▶ **WHAT IS REQUIRED**
Make an exact copy of the entries, taking out every picture.
|---|
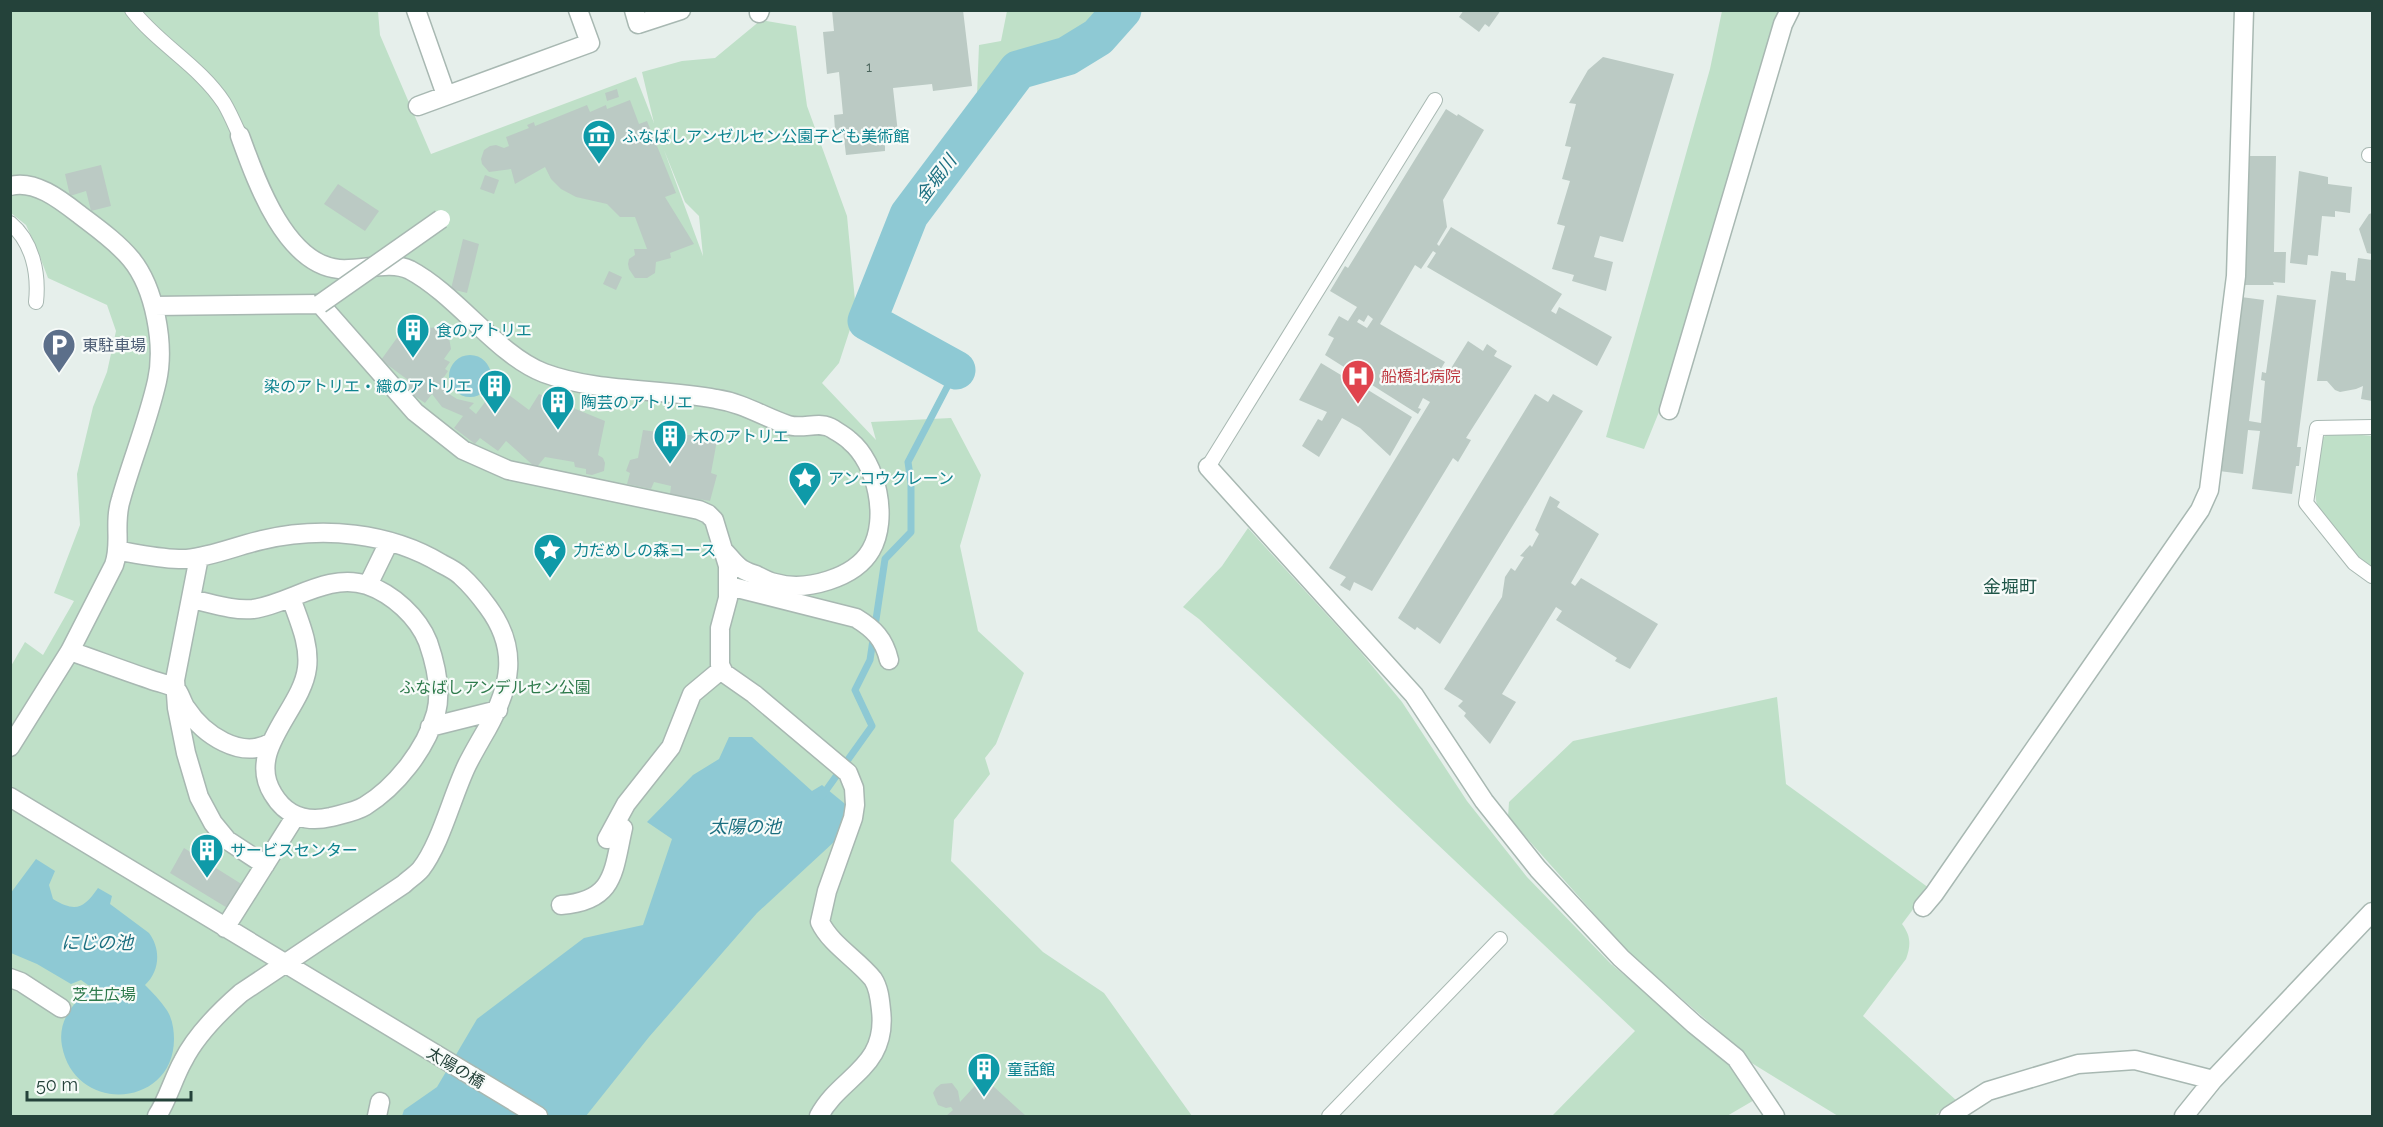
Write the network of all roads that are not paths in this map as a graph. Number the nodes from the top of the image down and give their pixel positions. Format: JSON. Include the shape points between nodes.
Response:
{"nodes":[{"id":1,"x":132,"y":10,"type":"edge"},
{"id":2,"x":416,"y":10,"type":"edge"},
{"id":3,"x":578,"y":10,"type":"edge"},
{"id":4,"x":634,"y":10,"type":"edge"},
{"id":5,"x":681,"y":10,"type":"edge"},
{"id":6,"x":1790,"y":10,"type":"edge"},
{"id":7,"x":2244,"y":10,"type":"edge"},
{"id":8,"x":446,"y":96,"type":"junction"},
{"id":9,"x":1435,"y":100,"type":"dead end"},
{"id":10,"x":418,"y":106,"type":"dead end"},
{"id":11,"x":240,"y":136,"type":"joint"},
{"id":12,"x":10,"y":186,"type":"edge"},
{"id":13,"x":441,"y":219,"type":"dead end"},
{"id":14,"x":10,"y":223,"type":"edge"},
{"id":15,"x":36,"y":302,"type":"dead end"},
{"id":16,"x":320,"y":304,"type":"junction"},
{"id":17,"x":154,"y":306,"type":"junction"},
{"id":18,"x":1669,"y":410,"type":"dead end"},
{"id":19,"x":2373,"y":427,"type":"edge"},
{"id":20,"x":1208,"y":466,"type":"joint"},
{"id":21,"x":389,"y":542,"type":"junction"},
{"id":22,"x":723,"y":550,"type":"junction"},
{"id":23,"x":119,"y":551,"type":"junction"},
{"id":24,"x":198,"y":557,"type":"junction"},
{"id":25,"x":2373,"y":576,"type":"edge"},
{"id":26,"x":368,"y":585,"type":"junction"},
{"id":27,"x":729,"y":586,"type":"junction"},
{"id":28,"x":291,"y":598,"type":"junction"},
{"id":29,"x":190,"y":599,"type":"junction"},
{"id":30,"x":70,"y":651,"type":"junction"},
{"id":31,"x":889,"y":660,"type":"dead end"},
{"id":32,"x":722,"y":669,"type":"junction"},
{"id":33,"x":176,"y":689,"type":"junction"},
{"id":34,"x":498,"y":710,"type":"junction"},
{"id":35,"x":430,"y":727,"type":"junction"},
{"id":36,"x":272,"y":741,"type":"junction"},
{"id":37,"x":10,"y":747,"type":"edge"},
{"id":38,"x":10,"y":797,"type":"edge"},
{"id":39,"x":295,"y":816,"type":"junction"},
{"id":40,"x":623,"y":828,"type":"dead end"},
{"id":41,"x":608,"y":839,"type":"dead end"},
{"id":42,"x":265,"y":865,"type":"junction"},
{"id":43,"x":561,"y":905,"type":"dead end"},
{"id":44,"x":1923,"y":907,"type":"dead end"},
{"id":45,"x":2373,"y":912,"type":"edge"},
{"id":46,"x":225,"y":928,"type":"junction"},
{"id":47,"x":1500,"y":939,"type":"dead end"},
{"id":48,"x":285,"y":964,"type":"junction"},
{"id":49,"x":10,"y":978,"type":"edge"},
{"id":50,"x":61,"y":1008,"type":"dead end"},
{"id":51,"x":2214,"y":1080,"type":"junction"},
{"id":52,"x":157,"y":1116,"type":"edge"},
{"id":53,"x":538,"y":1116,"type":"edge"},
{"id":54,"x":819,"y":1116,"type":"edge"},
{"id":55,"x":1329,"y":1116,"type":"edge"},
{"id":56,"x":1775,"y":1116,"type":"edge"},
{"id":57,"x":1949,"y":1116,"type":"edge"},
{"id":58,"x":2184,"y":1116,"type":"edge"}],
"edges":[{"from":1,"to":11,"type":"lane","via":[[141,23],[200,75],[223,102]]},
{"from":2,"to":8,"type":"street"},
{"from":3,"to":8,"type":"street","via":[[590,43]]},
{"from":4,"to":5,"type":"street","via":[[638,24]]},
{"from":6,"to":18,"type":"street"},
{"from":7,"to":44,"type":"street","via":[[2236,276],[2209,490],[2200,510]]},
{"from":8,"to":10,"type":"street"},
{"from":9,"to":20,"type":"lane"},
{"from":11,"to":22,"type":"street","via":[[253,172],[280,224],[317,264],[339,269],[400,266],[413,272],[520,361],[541,372],[569,381],[715,398],[791,426],[826,425],[852,442],[874,477],[880,515],[872,549],[846,575],[799,585],[776,584],[739,568]]},
{"from":12,"to":17,"type":"street","via":[[46,192],[94,226],[131,260]]},
{"from":13,"to":16,"type":"street","bridge":true},
{"from":14,"to":15,"type":"lane","via":[[29,249],[38,281]]},
{"from":16,"to":17,"type":"street"},
{"from":16,"to":22,"type":"street","via":[[415,412],[463,450],[508,470],[699,510],[714,520]]},
{"from":17,"to":23,"type":"street","via":[[159,350],[157,380],[116,514]]},
{"from":19,"to":25,"type":"lane","via":[[2317,428],[2306,503],[2354,563]]},
{"from":20,"to":56,"type":"street","via":[[1414,695],[1484,801],[1538,869],[1621,958],[1736,1058]]},
{"from":21,"to":24,"type":"street","via":[[337,533],[294,536]]},
{"from":21,"to":26,"type":"street"},
{"from":21,"to":34,"type":"street","via":[[426,554],[460,574],[496,618],[509,663]]},
{"from":22,"to":27,"type":"street"},
{"from":23,"to":24,"type":"street","via":[[184,559]]},
{"from":23,"to":30,"type":"street"},
{"from":24,"to":29,"type":"street"},
{"from":26,"to":28,"type":"street","via":[[343,582]]},
{"from":26,"to":35,"type":"street","via":[[399,603],[423,630],[439,693]]},
{"from":27,"to":31,"type":"street","via":[[856,618],[880,636]]},
{"from":27,"to":32,"type":"street","via":[[720,628]]},
{"from":28,"to":29,"type":"street","via":[[253,609]]},
{"from":28,"to":36,"type":"street","via":[[305,638],[306,670]]},
{"from":29,"to":33,"type":"street"},
{"from":30,"to":33,"type":"street"},
{"from":30,"to":37,"type":"street"},
{"from":32,"to":41,"type":"street","via":[[692,694],[671,747],[626,804]]},
{"from":32,"to":54,"type":"street","via":[[848,772],[854,788],[853,819],[820,922],[874,981],[880,996],[880,1036],[864,1068],[825,1104]]},
{"from":33,"to":36,"type":"street","via":[[196,721],[222,741],[237,747],[264,746]]},
{"from":33,"to":42,"type":"street","via":[[186,753],[199,797],[227,840]]},
{"from":34,"to":35,"type":"street"},
{"from":34,"to":48,"type":"street","via":[[467,765],[421,868],[404,884]]},
{"from":35,"to":39,"type":"street","via":[[404,770],[387,790],[364,807],[310,820]]},
{"from":36,"to":39,"type":"street","via":[[265,771],[271,792]]},
{"from":38,"to":46,"type":"street","name":"太陽の橋"},
{"from":39,"to":42,"type":"street"},
{"from":40,"to":43,"type":"street","via":[[606,886],[590,900]]},
{"from":42,"to":46,"type":"street"},
{"from":45,"to":51,"type":"street"},
{"from":46,"to":48,"type":"street","name":"太陽の橋"},
{"from":47,"to":55,"type":"lane"},
{"from":48,"to":52,"type":"street","via":[[241,993],[197,1038]]},
{"from":48,"to":53,"type":"street","name":"太陽の橋"},
{"from":49,"to":50,"type":"street"},
{"from":51,"to":57,"type":"street","via":[[2135,1060],[2078,1064],[1988,1091]]},
{"from":51,"to":58,"type":"street"}]}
|---|
▶ **TASK ANSWER**
Write the network of all roads that are not paths in this map as a graph. Number the nodes from the top of the image down and give their pixel positions. Format: JSON. Include the shape points between nodes.
Response:
{"nodes":[{"id":1,"x":132,"y":10,"type":"edge"},
{"id":2,"x":416,"y":10,"type":"edge"},
{"id":3,"x":578,"y":10,"type":"edge"},
{"id":4,"x":634,"y":10,"type":"edge"},
{"id":5,"x":681,"y":10,"type":"edge"},
{"id":6,"x":1790,"y":10,"type":"edge"},
{"id":7,"x":2244,"y":10,"type":"edge"},
{"id":8,"x":446,"y":96,"type":"junction"},
{"id":9,"x":1435,"y":100,"type":"dead end"},
{"id":10,"x":418,"y":106,"type":"dead end"},
{"id":11,"x":240,"y":136,"type":"joint"},
{"id":12,"x":10,"y":186,"type":"edge"},
{"id":13,"x":441,"y":219,"type":"dead end"},
{"id":14,"x":10,"y":223,"type":"edge"},
{"id":15,"x":36,"y":302,"type":"dead end"},
{"id":16,"x":320,"y":304,"type":"junction"},
{"id":17,"x":154,"y":306,"type":"junction"},
{"id":18,"x":1669,"y":410,"type":"dead end"},
{"id":19,"x":2373,"y":427,"type":"edge"},
{"id":20,"x":1208,"y":466,"type":"joint"},
{"id":21,"x":389,"y":542,"type":"junction"},
{"id":22,"x":723,"y":550,"type":"junction"},
{"id":23,"x":119,"y":551,"type":"junction"},
{"id":24,"x":198,"y":557,"type":"junction"},
{"id":25,"x":2373,"y":576,"type":"edge"},
{"id":26,"x":368,"y":585,"type":"junction"},
{"id":27,"x":729,"y":586,"type":"junction"},
{"id":28,"x":291,"y":598,"type":"junction"},
{"id":29,"x":190,"y":599,"type":"junction"},
{"id":30,"x":70,"y":651,"type":"junction"},
{"id":31,"x":889,"y":660,"type":"dead end"},
{"id":32,"x":722,"y":669,"type":"junction"},
{"id":33,"x":176,"y":689,"type":"junction"},
{"id":34,"x":498,"y":710,"type":"junction"},
{"id":35,"x":430,"y":727,"type":"junction"},
{"id":36,"x":272,"y":741,"type":"junction"},
{"id":37,"x":10,"y":747,"type":"edge"},
{"id":38,"x":10,"y":797,"type":"edge"},
{"id":39,"x":295,"y":816,"type":"junction"},
{"id":40,"x":623,"y":828,"type":"dead end"},
{"id":41,"x":608,"y":839,"type":"dead end"},
{"id":42,"x":265,"y":865,"type":"junction"},
{"id":43,"x":561,"y":905,"type":"dead end"},
{"id":44,"x":1923,"y":907,"type":"dead end"},
{"id":45,"x":2373,"y":912,"type":"edge"},
{"id":46,"x":225,"y":928,"type":"junction"},
{"id":47,"x":1500,"y":939,"type":"dead end"},
{"id":48,"x":285,"y":964,"type":"junction"},
{"id":49,"x":10,"y":978,"type":"edge"},
{"id":50,"x":61,"y":1008,"type":"dead end"},
{"id":51,"x":2214,"y":1080,"type":"junction"},
{"id":52,"x":157,"y":1116,"type":"edge"},
{"id":53,"x":538,"y":1116,"type":"edge"},
{"id":54,"x":819,"y":1116,"type":"edge"},
{"id":55,"x":1329,"y":1116,"type":"edge"},
{"id":56,"x":1775,"y":1116,"type":"edge"},
{"id":57,"x":1949,"y":1116,"type":"edge"},
{"id":58,"x":2184,"y":1116,"type":"edge"}],
"edges":[{"from":1,"to":11,"type":"lane","via":[[141,23],[200,75],[223,102]]},
{"from":2,"to":8,"type":"street"},
{"from":3,"to":8,"type":"street","via":[[590,43]]},
{"from":4,"to":5,"type":"street","via":[[638,24]]},
{"from":6,"to":18,"type":"street"},
{"from":7,"to":44,"type":"street","via":[[2236,276],[2209,490],[2200,510]]},
{"from":8,"to":10,"type":"street"},
{"from":9,"to":20,"type":"lane"},
{"from":11,"to":22,"type":"street","via":[[253,172],[280,224],[317,264],[339,269],[400,266],[413,272],[520,361],[541,372],[569,381],[715,398],[791,426],[826,425],[852,442],[874,477],[880,515],[872,549],[846,575],[799,585],[776,584],[739,568]]},
{"from":12,"to":17,"type":"street","via":[[46,192],[94,226],[131,260]]},
{"from":13,"to":16,"type":"street","bridge":true},
{"from":14,"to":15,"type":"lane","via":[[29,249],[38,281]]},
{"from":16,"to":17,"type":"street"},
{"from":16,"to":22,"type":"street","via":[[415,412],[463,450],[508,470],[699,510],[714,520]]},
{"from":17,"to":23,"type":"street","via":[[159,350],[157,380],[116,514]]},
{"from":19,"to":25,"type":"lane","via":[[2317,428],[2306,503],[2354,563]]},
{"from":20,"to":56,"type":"street","via":[[1414,695],[1484,801],[1538,869],[1621,958],[1736,1058]]},
{"from":21,"to":24,"type":"street","via":[[337,533],[294,536]]},
{"from":21,"to":26,"type":"street"},
{"from":21,"to":34,"type":"street","via":[[426,554],[460,574],[496,618],[509,663]]},
{"from":22,"to":27,"type":"street"},
{"from":23,"to":24,"type":"street","via":[[184,559]]},
{"from":23,"to":30,"type":"street"},
{"from":24,"to":29,"type":"street"},
{"from":26,"to":28,"type":"street","via":[[343,582]]},
{"from":26,"to":35,"type":"street","via":[[399,603],[423,630],[439,693]]},
{"from":27,"to":31,"type":"street","via":[[856,618],[880,636]]},
{"from":27,"to":32,"type":"street","via":[[720,628]]},
{"from":28,"to":29,"type":"street","via":[[253,609]]},
{"from":28,"to":36,"type":"street","via":[[305,638],[306,670]]},
{"from":29,"to":33,"type":"street"},
{"from":30,"to":33,"type":"street"},
{"from":30,"to":37,"type":"street"},
{"from":32,"to":41,"type":"street","via":[[692,694],[671,747],[626,804]]},
{"from":32,"to":54,"type":"street","via":[[848,772],[854,788],[853,819],[820,922],[874,981],[880,996],[880,1036],[864,1068],[825,1104]]},
{"from":33,"to":36,"type":"street","via":[[196,721],[222,741],[237,747],[264,746]]},
{"from":33,"to":42,"type":"street","via":[[186,753],[199,797],[227,840]]},
{"from":34,"to":35,"type":"street"},
{"from":34,"to":48,"type":"street","via":[[467,765],[421,868],[404,884]]},
{"from":35,"to":39,"type":"street","via":[[404,770],[387,790],[364,807],[310,820]]},
{"from":36,"to":39,"type":"street","via":[[265,771],[271,792]]},
{"from":38,"to":46,"type":"street","name":"太陽の橋"},
{"from":39,"to":42,"type":"street"},
{"from":40,"to":43,"type":"street","via":[[606,886],[590,900]]},
{"from":42,"to":46,"type":"street"},
{"from":45,"to":51,"type":"street"},
{"from":46,"to":48,"type":"street","name":"太陽の橋"},
{"from":47,"to":55,"type":"lane"},
{"from":48,"to":52,"type":"street","via":[[241,993],[197,1038]]},
{"from":48,"to":53,"type":"street","name":"太陽の橋"},
{"from":49,"to":50,"type":"street"},
{"from":51,"to":57,"type":"street","via":[[2135,1060],[2078,1064],[1988,1091]]},
{"from":51,"to":58,"type":"street"}]}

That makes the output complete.